THE LONGSTANDING demand for setting up a Tax Tribunal for Direct and Indirect Taxes under Article 323B of the Constitution has at last been recognised by the Government, though in haste. However, the National Tax Tribunal (NTT) Ordinance 2003 (3 of 2003) promulgated on October 16 appears to have aroused mixed feelings among both the litigating public and the tax department.

The Ordinance does not spell out the urgency to invoke the powers conferred under Article 123 on the President when Parliament is slated to meet in early December. For purposes of this article, reference is made only to indirect taxes.

Clause 1(1) (3) specifies that the Ordinance "will come into force at once". The object appears to be to let the Government take steps to set up the NTT expeditiously by choosing the place of its functioning, select the chairperson and other members, as also the staff. However, some High Courts have already expressed the view that hereafter the litigants should approach the NTT rather than the High Court.

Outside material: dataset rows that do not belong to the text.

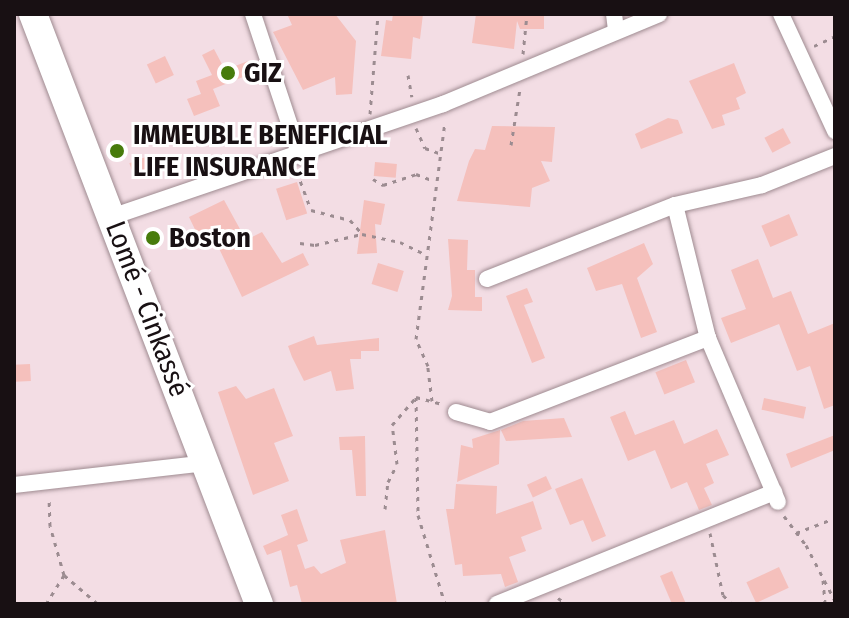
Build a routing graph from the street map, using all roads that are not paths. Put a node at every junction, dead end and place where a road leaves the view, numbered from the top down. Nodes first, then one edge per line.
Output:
1 (33, 14) edge
2 (253, 14) edge
3 (659, 14) edge
4 (781, 14) edge
5 (615, 22) edge
6 (835, 131) edge
7 (835, 156) edge
8 (297, 158) junction
9 (675, 205) junction
10 (111, 217) junction
11 (487, 279) dead end
12 (708, 338) junction
13 (456, 412) road end
14 (206, 463) junction
15 (14, 485) edge
16 (259, 604) edge
17 (497, 604) edge

1 - 10 highway, Lomé - Cinkassé
2 - 8 street
3 - 5 street
4 - 6 street
5 - 8 street
7 - 9 street
8 - 10 street
9 - 11 street
9 - 12 street
10 - 14 highway, Lomé - Cinkassé
12 - 13 street
12 - 17 street
14 - 15 street
14 - 16 highway, Lomé - Cinkassé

Clause 4 of the Ordinance specifies that the NTT shall consist of a chairperson and such judicial and technical members as the Centre may deem fit. However, the number of Benches or the Members has not been specified. Further, Clause 5(4) specifies that the NTT shall ordinarily sit in the national capital or such other places as the Centre in consultation with the chairperson may notify. As the NTT takes away the jurisdiction of the High Courts, its location at Delhi is likely to cause serious hardship to litigants in far-flung areas of a vast country. The Supreme Court, in the context of Central Administrative Tribunal (CAT) constituted under Article 323A of the Constitution, has held that Benches of such Tribunal should be set up at various seats of the High Courts so as to avoid hardship to the litigants.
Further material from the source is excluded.